Arda Güler verzaubert die Fußballwelt: “Diese Magie wollen wir bei der WM sehen”

30.03.2026 – 19:00 Uhr

Die türkische Nationalmannschaft hat das Play-off-Halbfinale der Nations League mit 1:0 gegen Rumänien gewonnen. Im Mittelpunkt des Interesses stand jedoch weniger das Ergebnis als vielmehr ein einziger Moment: die spektakuläre Vorarbeit von Jungstar Arda Güler. Ein prominenter Fußballjournalist fand dafür bemerkenswerte Worte und formulierte einen ungewöhnlichen Appell.

In der 53. Minute erhielt der 20-jährige Spieler von Real Madrid auf der rechten Seite den Ball und bediente mit einer Maßflanke seinen Mannschaftskameraden Ferdi Kadıoğlu, der den entscheidenden Treffer erzielte. Diese Szene beschäftigt nun die internationale Sportpresse.

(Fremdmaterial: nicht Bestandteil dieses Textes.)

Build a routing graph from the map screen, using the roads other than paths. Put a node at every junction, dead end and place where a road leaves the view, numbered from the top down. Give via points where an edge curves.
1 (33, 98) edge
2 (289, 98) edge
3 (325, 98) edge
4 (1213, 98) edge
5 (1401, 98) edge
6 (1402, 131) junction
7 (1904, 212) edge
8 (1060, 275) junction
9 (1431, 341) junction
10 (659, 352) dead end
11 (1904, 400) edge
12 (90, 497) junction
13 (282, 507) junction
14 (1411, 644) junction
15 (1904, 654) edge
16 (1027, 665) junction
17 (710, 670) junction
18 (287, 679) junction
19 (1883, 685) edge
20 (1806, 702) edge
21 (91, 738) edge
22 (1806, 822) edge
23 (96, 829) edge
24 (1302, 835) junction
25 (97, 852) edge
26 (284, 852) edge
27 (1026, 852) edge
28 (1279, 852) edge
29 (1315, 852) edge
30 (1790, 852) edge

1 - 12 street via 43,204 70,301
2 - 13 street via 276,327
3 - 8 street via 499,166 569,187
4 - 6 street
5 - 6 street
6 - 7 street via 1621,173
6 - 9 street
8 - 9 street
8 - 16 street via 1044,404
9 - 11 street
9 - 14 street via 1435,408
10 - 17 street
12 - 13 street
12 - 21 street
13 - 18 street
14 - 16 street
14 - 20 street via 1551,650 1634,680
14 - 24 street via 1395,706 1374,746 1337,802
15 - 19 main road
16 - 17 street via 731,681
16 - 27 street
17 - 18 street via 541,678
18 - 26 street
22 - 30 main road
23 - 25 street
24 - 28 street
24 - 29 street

Nick Miller, Kolumnist des renommierten Fachmagazins The Athletic, widmete der Aktion eine ausführliche Analyse. Unter der Überschrift „Arda Güler’s Assist war wie eine WM-Zauberei, die wir sehen wollen“ zerlegte er das Zusammenspiel in seine Einzelteile.

Miller beschrieb die Schwierigkeit des Moments: Kadıoğlu sei zwar mustergültig in die Tiefe gestartet, doch die entscheidende Kunst liege im Zuspiel. „War der Pass auch nur minimal zu kurz, kann der Stürmer ihn nicht kontrollieren. Geriet er auch nur minimal zu scharf, hält der Torwart ihn mühelos.“ Güler habe in einem Bruchteil einer Sekunde die nötigen Berechnungen durchgeführt und den Ball millimetergenau platziert.

Der Journalist zog einen Vergleich, um die Bedeutung solcher Szenen für den Fußball einzuordnen. Eine Weltmeisterschaft, so Miller, lebe von einzelnen, bleibenden Bildern. „Deshalb sollten die meisten neutralen Fußballfans hoffen, dass die Türkei im Sommer bei dem Turnier dabei ist.“ Das Team habe mit Güler einen Spieler, der genau diese magischen Momente hervorbringen könne.

Zur Untermauerung seiner Aussage verwies Miller auf die jüngere Vergangenheit: Erst vor wenigen Wochen erzielte der Offensivspieler für Real Madrid ein Tor aus der eigenen Hälfte und bei der Europameisterschaft 2024 traf er aus über 30 Metern gegen Georgien.